Walker's John Alkema can rest easy now that Walker residents have voted overwhemingly to stay in The Rapid system. Photo: Friends of Transit.

Walker resident and bus rider John Alkema. Friends of Transit

This Tuesday, a half-dozen Michigan communities got the chance to vote on public transit measures last night. Their response? Overwhelming support, which ought to send a strong message to the Legislature and decision-makers across the state.

The most-watched vote was in the Grand Rapids suburb of Walker, where a group claiming to represent Walker “taxpayers” argued the city should quit The Rapid, the regional bus system. Instead, 73% of Walker’s voters stood with Friends of Transit and said they wanted to keep their buses rolling. That’s great news for transit in Michigan, and more importantly, for Walker residents who depend on transit to get around. “If I were unable to access public transit, my life would literally stop,” said Walker citizen Tom Gilson.

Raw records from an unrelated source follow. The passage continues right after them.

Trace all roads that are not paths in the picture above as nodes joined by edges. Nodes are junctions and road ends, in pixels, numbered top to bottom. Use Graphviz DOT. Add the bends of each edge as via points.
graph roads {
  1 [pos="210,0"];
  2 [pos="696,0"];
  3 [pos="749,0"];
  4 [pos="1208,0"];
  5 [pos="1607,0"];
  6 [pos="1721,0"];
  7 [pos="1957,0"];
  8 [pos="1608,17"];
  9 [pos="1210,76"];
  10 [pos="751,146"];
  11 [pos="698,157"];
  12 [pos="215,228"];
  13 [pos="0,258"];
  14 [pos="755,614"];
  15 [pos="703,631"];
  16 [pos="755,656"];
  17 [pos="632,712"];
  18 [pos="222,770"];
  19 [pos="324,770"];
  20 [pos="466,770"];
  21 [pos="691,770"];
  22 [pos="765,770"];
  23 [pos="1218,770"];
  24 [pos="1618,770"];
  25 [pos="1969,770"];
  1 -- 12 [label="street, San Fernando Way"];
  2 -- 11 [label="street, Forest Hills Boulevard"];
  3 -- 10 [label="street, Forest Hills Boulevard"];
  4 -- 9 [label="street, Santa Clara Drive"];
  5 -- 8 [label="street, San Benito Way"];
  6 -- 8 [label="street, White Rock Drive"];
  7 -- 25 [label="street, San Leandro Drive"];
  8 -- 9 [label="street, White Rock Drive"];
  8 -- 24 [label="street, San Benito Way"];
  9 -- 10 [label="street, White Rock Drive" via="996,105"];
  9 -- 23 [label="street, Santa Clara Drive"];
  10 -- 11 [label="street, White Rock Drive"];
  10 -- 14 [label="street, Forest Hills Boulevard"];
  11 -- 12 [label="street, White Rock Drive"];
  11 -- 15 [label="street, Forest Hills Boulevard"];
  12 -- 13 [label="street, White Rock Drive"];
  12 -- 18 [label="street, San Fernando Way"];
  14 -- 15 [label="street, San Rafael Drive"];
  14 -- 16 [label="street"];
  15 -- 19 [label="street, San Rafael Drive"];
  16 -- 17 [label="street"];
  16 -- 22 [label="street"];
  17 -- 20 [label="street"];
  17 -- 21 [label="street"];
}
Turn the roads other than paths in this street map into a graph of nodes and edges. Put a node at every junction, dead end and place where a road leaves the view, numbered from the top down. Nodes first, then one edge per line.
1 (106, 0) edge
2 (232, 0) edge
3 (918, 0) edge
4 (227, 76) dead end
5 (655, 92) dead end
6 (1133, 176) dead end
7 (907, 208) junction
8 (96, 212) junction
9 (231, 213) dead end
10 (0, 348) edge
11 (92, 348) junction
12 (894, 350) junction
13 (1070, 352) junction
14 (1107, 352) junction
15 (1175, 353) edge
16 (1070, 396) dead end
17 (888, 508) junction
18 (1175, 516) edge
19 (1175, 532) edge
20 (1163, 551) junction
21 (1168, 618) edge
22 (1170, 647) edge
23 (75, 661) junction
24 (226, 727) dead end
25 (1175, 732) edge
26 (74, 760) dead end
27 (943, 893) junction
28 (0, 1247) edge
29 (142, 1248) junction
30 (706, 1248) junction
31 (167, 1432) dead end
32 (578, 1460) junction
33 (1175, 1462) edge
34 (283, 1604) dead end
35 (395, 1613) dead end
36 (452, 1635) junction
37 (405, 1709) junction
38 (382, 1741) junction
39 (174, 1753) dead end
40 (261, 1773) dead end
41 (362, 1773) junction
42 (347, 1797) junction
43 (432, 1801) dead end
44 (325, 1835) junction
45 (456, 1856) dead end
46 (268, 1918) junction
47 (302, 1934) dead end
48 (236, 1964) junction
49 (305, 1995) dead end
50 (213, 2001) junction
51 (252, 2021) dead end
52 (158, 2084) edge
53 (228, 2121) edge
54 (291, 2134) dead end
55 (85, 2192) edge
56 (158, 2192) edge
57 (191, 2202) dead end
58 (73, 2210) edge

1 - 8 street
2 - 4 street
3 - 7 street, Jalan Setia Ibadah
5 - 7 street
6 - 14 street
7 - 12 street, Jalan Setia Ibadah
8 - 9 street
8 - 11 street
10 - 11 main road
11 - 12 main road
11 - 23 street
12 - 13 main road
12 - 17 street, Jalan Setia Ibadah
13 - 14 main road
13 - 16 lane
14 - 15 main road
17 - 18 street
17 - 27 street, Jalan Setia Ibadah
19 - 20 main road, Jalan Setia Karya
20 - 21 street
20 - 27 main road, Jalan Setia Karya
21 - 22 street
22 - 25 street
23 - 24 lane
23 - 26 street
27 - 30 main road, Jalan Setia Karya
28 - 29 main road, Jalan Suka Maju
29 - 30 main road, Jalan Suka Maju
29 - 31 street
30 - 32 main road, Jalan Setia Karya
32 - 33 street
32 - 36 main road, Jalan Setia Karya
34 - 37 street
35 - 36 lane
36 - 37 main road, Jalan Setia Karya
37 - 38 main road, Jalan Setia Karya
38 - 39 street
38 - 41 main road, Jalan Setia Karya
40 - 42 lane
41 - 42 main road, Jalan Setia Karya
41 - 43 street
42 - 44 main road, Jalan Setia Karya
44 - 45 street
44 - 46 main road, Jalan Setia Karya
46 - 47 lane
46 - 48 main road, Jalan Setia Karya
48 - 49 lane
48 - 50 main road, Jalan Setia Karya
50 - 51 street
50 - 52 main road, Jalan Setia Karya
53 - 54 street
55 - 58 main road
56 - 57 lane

Other Michigan communities with transit on the ballot included:

  • Kalamazoo, where a two-thirds majority approved renewal of the city’s transit millage, despite erroneous ballot language describing it as a new tax;
  • Spring Lake, with 72% favoring continued Harbor Transit service for the Grand Haven suburb;
  • Eaton County, where the ETRAN millage renewal passed with 60% in favor;
  • Ogemaw County, home of West Branch, with 52% in favor; and finally
  • Muskegon, where 53% of voters approved a new transit millage. Unfortunately, because a necessary amendment to the City Charter failed, that millage can’t actually take effect.

Another transit-linked race was in Troy, where voters recalled Mayor Janice Daniels for reasons that included her opposition to a new transit center in the Oakland County community.

This is the latest in a string of sweeps for transit millages across the state over the past several years. Michigan voters have spoken: the state that put the world on wheels is willing to pay for better public transportation. Now we need Lansing to listen, and make transit a priority from the top.